Voices: It’s selfish to have a child at 79, Mr De Niro – I’m still mad about the early death of my dad

Flora Gill lost her father, journalist AA Gill, age 62. Actor Robert De Niro has just had his seventh child at 79  (2022 Invision)
Flora Gill lost her father, journalist AA Gill, age 62. Actor Robert De Niro has just had his seventh child at 79 (2022 Invision)

Whether it’s a failure of God or a cruel evolutionary quirk, something is off with the universe when it comes to making babies. The idea that the almost octogenarian Robert De Niro is able to pop out his seventh child at the ripe old age of 79 strikes me less as a medical miracle and more as a bad joke being played by the cosmos.

There should be a series of tests you need to pass to prove you’re not too old to father a child. If you can’t work the self-checkout at a supermarket or log into the iCloud without a grandchild to show you the ropes, you probably shouldn’t be juggling a newborn. I’m reminded of that famous line from When Harry Met Sally, when Meg Ryan’s Sally points out that Charlie Chaplin was still having babies at the age of 73. “Yeah”, says Billy Crystal’s Harry. “But he was too old to pick them up.”

How are De Niro’s knees, I wonder? I’m afraid to say that my first thought when hearing the “happy” news was: “How incredibly selfish.” I have my own bias, of course. I no longer have a dad.
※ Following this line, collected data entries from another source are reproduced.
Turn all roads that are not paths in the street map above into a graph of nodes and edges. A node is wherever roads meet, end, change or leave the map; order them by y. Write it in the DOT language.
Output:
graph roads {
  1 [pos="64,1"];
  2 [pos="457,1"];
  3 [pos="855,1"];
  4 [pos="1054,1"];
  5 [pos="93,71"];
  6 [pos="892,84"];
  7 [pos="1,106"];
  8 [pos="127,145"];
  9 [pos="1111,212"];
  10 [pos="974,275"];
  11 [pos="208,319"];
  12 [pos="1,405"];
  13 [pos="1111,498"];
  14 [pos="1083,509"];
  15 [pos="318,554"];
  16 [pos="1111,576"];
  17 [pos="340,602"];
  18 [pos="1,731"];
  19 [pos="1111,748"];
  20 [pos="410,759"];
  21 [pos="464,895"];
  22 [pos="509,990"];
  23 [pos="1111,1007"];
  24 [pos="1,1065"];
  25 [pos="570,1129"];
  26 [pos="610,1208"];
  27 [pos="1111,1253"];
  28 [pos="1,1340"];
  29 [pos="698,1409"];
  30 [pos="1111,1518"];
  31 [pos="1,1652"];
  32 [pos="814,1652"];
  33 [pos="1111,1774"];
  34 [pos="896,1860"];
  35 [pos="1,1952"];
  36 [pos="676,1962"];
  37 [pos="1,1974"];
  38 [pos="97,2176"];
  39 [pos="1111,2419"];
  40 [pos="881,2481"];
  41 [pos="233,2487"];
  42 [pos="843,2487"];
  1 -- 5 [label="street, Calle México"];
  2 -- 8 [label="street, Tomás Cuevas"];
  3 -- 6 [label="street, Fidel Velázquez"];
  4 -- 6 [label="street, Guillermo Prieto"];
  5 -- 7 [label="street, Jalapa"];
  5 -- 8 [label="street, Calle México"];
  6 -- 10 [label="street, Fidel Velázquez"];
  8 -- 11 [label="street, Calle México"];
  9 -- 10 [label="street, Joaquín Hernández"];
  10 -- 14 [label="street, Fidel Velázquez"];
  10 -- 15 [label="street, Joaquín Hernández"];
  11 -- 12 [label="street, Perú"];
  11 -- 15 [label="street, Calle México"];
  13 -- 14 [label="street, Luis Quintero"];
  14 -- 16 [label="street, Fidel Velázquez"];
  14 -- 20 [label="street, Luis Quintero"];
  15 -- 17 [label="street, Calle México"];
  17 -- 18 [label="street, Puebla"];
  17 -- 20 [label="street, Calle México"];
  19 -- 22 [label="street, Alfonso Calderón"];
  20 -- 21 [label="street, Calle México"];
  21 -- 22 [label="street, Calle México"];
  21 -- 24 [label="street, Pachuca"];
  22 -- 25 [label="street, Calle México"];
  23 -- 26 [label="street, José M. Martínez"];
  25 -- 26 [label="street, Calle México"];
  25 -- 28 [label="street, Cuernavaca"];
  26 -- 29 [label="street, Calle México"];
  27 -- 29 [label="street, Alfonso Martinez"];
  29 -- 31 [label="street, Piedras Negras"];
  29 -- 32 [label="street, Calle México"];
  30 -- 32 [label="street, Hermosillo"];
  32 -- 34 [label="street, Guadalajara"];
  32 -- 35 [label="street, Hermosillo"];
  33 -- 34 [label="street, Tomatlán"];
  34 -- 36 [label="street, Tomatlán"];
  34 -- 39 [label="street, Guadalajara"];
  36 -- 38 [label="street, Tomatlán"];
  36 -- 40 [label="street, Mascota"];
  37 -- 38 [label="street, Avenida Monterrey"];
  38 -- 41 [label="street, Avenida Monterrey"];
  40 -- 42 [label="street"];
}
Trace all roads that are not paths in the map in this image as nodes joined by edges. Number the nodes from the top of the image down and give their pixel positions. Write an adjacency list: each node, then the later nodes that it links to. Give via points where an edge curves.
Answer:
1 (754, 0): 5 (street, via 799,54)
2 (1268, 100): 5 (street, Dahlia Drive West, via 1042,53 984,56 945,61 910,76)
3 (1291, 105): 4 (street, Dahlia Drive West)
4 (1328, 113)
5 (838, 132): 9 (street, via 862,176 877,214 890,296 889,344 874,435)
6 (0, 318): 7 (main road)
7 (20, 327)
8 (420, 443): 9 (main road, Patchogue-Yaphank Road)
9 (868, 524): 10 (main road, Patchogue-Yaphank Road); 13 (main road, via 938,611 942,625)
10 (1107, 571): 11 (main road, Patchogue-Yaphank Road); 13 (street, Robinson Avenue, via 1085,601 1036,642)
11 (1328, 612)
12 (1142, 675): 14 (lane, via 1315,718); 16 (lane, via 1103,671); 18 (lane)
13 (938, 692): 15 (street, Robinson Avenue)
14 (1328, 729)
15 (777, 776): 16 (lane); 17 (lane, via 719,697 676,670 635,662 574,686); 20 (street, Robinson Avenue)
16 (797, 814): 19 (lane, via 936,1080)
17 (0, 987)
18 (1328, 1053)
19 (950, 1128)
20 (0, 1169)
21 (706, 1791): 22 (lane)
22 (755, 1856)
I was an adult, a fully-grown 25-year-old, and yet losing my father, the journalist AA Gill, age 62, still broke me.

I think anyone who’s fortunate enough to have never lost a loved one would be disturbed at how often those who have think about their dead. My dad died six years ago but missing him is still constant.

When Dad was dying I felt irrationally and unfairly angry at those who got to live into old age. I felt it all the time. It was people’s grandparents who received most of my illogical animosity. How were my friends’ parents’ parents still alive and pottering around when my dad was not? How were they allowed to keep living weary half-lives when my dad had so much of a full life left to go?

So, when I see Robert De Niro, already a grandfather, ensuring his kid will go through the same pain at even younger age, you bet I felt angry – I was beside myself with rage.

It’s true that we never know what's going to happen in life. No one can guarantee they, you or even I, will be here tomorrow, let alone in 10 years’ time. And a few years with an amazing parent is far more valuable than a lifetime with a crappy one. But while we can’t predict our futures, it’s only human to hope that all will go well, that we’ll get a long and happy middle before the inevitable conclusion.

If your father dies too soon, the only thing that gets you through that grief is remembering your time together – but when his child is old enough to create memories, De Niro will be 83. What memories will that child have of the elderly man they once knew? Not catch in the park, or learning to swim by the sea, or even arguing over curfews. They’re more likely to find their father in films than in memories.

Even if De Niro is lucky enough to make his centenary, he won’t see his kid old enough to graduate, walk down the aisle, or reach the tender age where luminaries like Leonardo Di Caprio would date them.

My disappointment in De Niro is the same one I feel when I see parents chain-smoking with children. It makes me think about the years my dad traded for cigarettes. And maybe that’s who I’m really mad at. Not De Niro for being a horny old man. I’m mad at my dad for dying too soon.

De Niro himself says that his seventh child wasn’t an accident but very much planned. His partner, American martial arts champion Tiffany Chen, is 45, and evidently looks after herself. Good. Mums need to be fighters. While it’s not possible for a woman to give birth at De Niro’s age, I don't think any woman would if they could. No mother would be that selfish. Personally, I think women deserve a fertility window that’s at least a decade longer than they’re currently assigned – and men should be capped at around the same time.

I sincerely hope that De Niro proves me wrong and is a great father to his latest little bundle of joy. What’s more, I hope he lives a healthy life, long enough to see his kid grow up, or at least see them out of nappies before he’s in them.